Until the middle of the 20th century, the Arbat remained part of the main road from the Moscow Kremlin westwards. In the 1960s a parallel road, the New Arbat (Новый Арбат) was built, and took on this function. The New Arbat with its wide sidewalks and 1960s tower blocks has no sidestreets. Two decades later the Arbat was made into the first pedestrian zone in Moscow. In order to avoid confusion with the New Arbat, people began to refer to the Arbat as the Old Arbat (Старый Арбат).

History

Origins and Etymology

The Arbat is one of the oldest surviving streets in Moscow. Exactly when it came into existence is not recorded, but it is mentioned in a document of 28 July 1493.[1] The document describes a fire which started in the wooden Church of Nicholas on the Sand (Церковь Николы на Песках). The fire spread throughout Moscow, devastating large areas of the city, which consisted for the most part of wooden structures. The original meaning of the place name Arbat is unknown. There are several hypotheses:

Thus an oriental origin of the word Arbat is generally held to be more likely than a Russian origin. This hypothesis is possibly lent some extra weight by the existence of an Arbat Street (Арбатская улица) in Kolomna, 100 km southeast of Moscow. As this town was often attacked by the Golden Horde it is supposed that the street was named under their influence.

15th to 17th century

As early as the 15th century the Arbat formed the first part of a road which linked Moscow - predominantly the Kremlin - with the western regions of the Grand Duchy of Moscow, and thus via Poland with other areas of Europe. This location attracted craftsmen to the Arbat, and they set up shop here en masse. This period is recalled in the names of some of the side streets off the Arbat, for example Plotnikov Lane (Плотников переулок), i.e. "Carpenters' Lane", Serebryanyi pereulok (Серебряный переулок), i.e. "Silver Lane". As well as the workshops of craftsmen, there were also a great number of churches on the Arbat, along with some houses of merchants and clergy.

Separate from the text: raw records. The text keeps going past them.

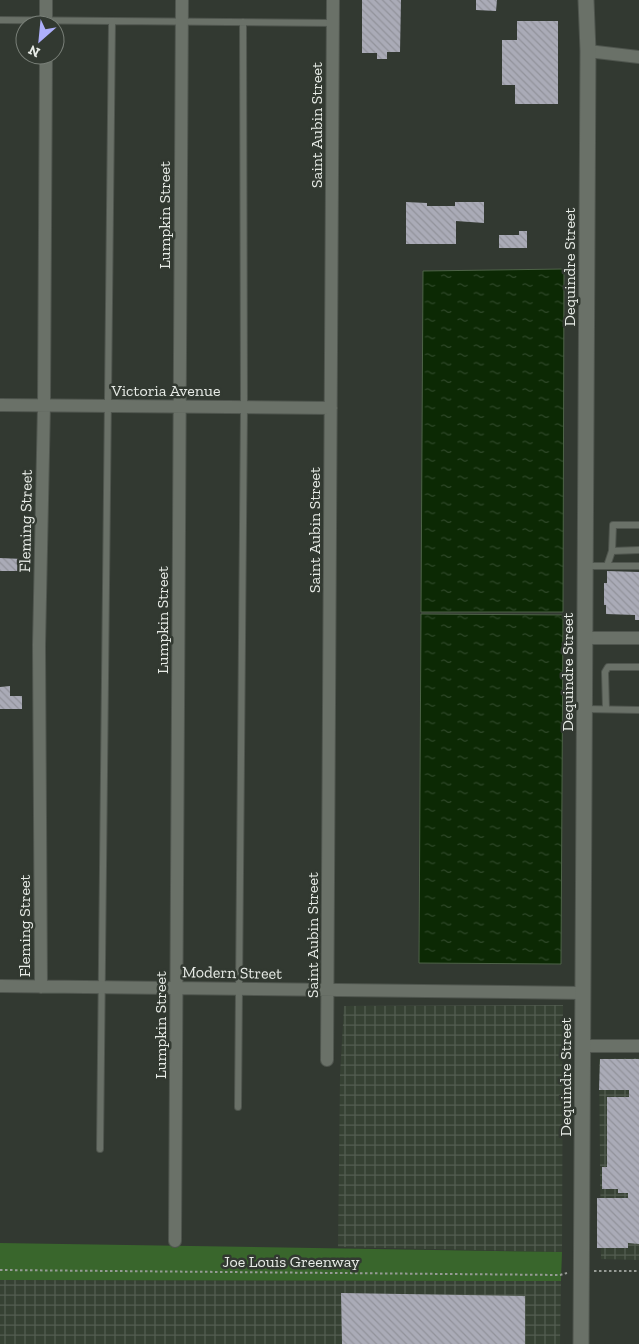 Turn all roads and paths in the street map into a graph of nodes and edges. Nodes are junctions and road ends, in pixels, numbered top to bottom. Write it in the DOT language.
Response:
graph roads {
  1 [pos="46,0"];
  2 [pos="182,0"];
  3 [pos="333,0"];
  4 [pos="586,0"];
  5 [pos="46,15"];
  6 [pos="0,20"];
  7 [pos="15,21"];
  8 [pos="182,21"];
  9 [pos="112,22"];
  10 [pos="244,22"];
  11 [pos="65,23"];
  12 [pos="333,23"];
  13 [pos="588,51"];
  14 [pos="639,56"];
  15 [pos="46,65"];
  16 [pos="0,405"];
  17 [pos="44,405"];
  18 [pos="108,406"];
  19 [pos="180,406"];
  20 [pos="244,407"];
  21 [pos="331,408"];
  22 [pos="639,525"];
  23 [pos="639,550"];
  24 [pos="612,551"];
  25 [pos="586,566"];
  26 [pos="607,566"];
  27 [pos="639,566"];
  28 [pos="585,638"];
  29 [pos="639,638"];
  30 [pos="639,667"];
  31 [pos="585,709"];
  32 [pos="606,709"];
  33 [pos="639,710"];
  34 [pos="0,986"];
  35 [pos="41,987"];
  36 [pos="102,987"];
  37 [pos="176,988"];
  38 [pos="239,989"];
  39 [pos="328,990"];
  40 [pos="583,993"];
  41 [pos="583,1046"];
  42 [pos="639,1046"];
  43 [pos="327,1060"];
  44 [pos="238,1107"];
  45 [pos="100,1149"];
  46 [pos="175,1241"];
  47 [pos="0,1270"];
  48 [pos="581,1271"];
  49 [pos="639,1271"];
  50 [pos="581,1344"];
  1 -- 5 [label="street"];
  2 -- 8 [label="street, Lumpkin Street"];
  3 -- 12 [label="street, Saint Aubin Street"];
  4 -- 13 [label="street, Dequindre Street"];
  6 -- 7 [label="lane"];
  8 -- 9 [label="lane"];
  8 -- 10 [label="lane"];
  8 -- 19 [label="street, Lumpkin Street"];
  9 -- 11 [label="lane"];
  9 -- 18 [label="lane"];
  10 -- 12 [label="lane"];
  10 -- 20 [label="lane"];
  12 -- 21 [label="street, Saint Aubin Street"];
  13 -- 14 [label="street"];
  13 -- 25 [label="street, Dequindre Street"];
  15 -- 17 [label="street, Fleming Street"];
  16 -- 17 [label="street, Victoria Avenue"];
  17 -- 18 [label="street, Victoria Avenue"];
  17 -- 35 [label="street, Fleming Street"];
  18 -- 19 [label="street, Victoria Avenue"];
  18 -- 36 [label="lane"];
  19 -- 20 [label="street, Victoria Avenue"];
  19 -- 37 [label="street, Lumpkin Street"];
  20 -- 21 [label="street, Victoria Avenue"];
  20 -- 38 [label="lane"];
  21 -- 39 [label="street, Saint Aubin Street"];
  22 -- 24 [label="lane"];
  23 -- 24 [label="lane"];
  24 -- 26 [label="lane"];
  25 -- 26 [label="lane"];
  25 -- 28 [label="street, Dequindre Street"];
  26 -- 27 [label="lane"];
  28 -- 29 [label="street"];
  28 -- 31 [label="street, Dequindre Street"];
  30 -- 32 [label="lane"];
  31 -- 32 [label="lane"];
  31 -- 40 [label="street, Dequindre Street"];
  32 -- 33 [label="lane"];
  34 -- 35 [label="street, Modern Street"];
  35 -- 36 [label="street, Modern Street"];
  36 -- 37 [label="street, Modern Street"];
  36 -- 45 [label="lane"];
  37 -- 38 [label="street, Modern Street"];
  37 -- 46 [label="street, Lumpkin Street"];
  38 -- 39 [label="street, Modern Street"];
  38 -- 44 [label="lane"];
  39 -- 40 [label="street, Modern Street"];
  39 -- 43 [label="street, Saint Aubin Street"];
  40 -- 41 [label="street, Dequindre Street"];
  41 -- 42 [label="street"];
  41 -- 48 [label="street, Dequindre Street"];
  47 -- 48 [label="path, Joe Louis Greenway"];
  48 -- 49 [label="path, Joe Louis Greenway"];
  48 -- 50 [label="street, Dequindre Street"];
}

During the reign of Ivan IV of Russia ("the Terrible"), the Arbat had a less salubrious connotation. It was here that the infamous bodyguards of the Tsar, the Oprichina, had their headquarters. It was from here that orders were issued for mass executions and torture of alleged traitors to the crown. In Alexey Tolstoy's historical novel Ivan the Terrible we find the following interpretation of the atmosphere of the period, "News of the fearsome plans had spread throughout Moscow, and a deathly silence reigned. The shops were closed, the streets empty, and only occasionally one heard the galloping horses of the messengers of the Tsar, who had come down to the Arbat, to his favourite palace." [4]

After the death of Ivan the Terrible, and the dissolution of the Oprichina, the Arbat's significance as a trade route began to grow again. Not only merchants travelled this route, but also Tsars, along with their messengers and soldiers. Foreign invaders too used the Arbat when attacking the Kremlin, and when retreating in defeat. Time and again the Arbat proved important to the defence of the Kremlin: From its eastern end, the volunteer army of Prince Dmitry Pozharsky delivered a decisive blow to the troops of the Polish-Lithuanian Field Marshal Jan Karol Chodkiewicz. In the 16th and 17th centuries, three regiments of Streltsy troops were stationed on the Arbat, to better defend the Kremlin.[5]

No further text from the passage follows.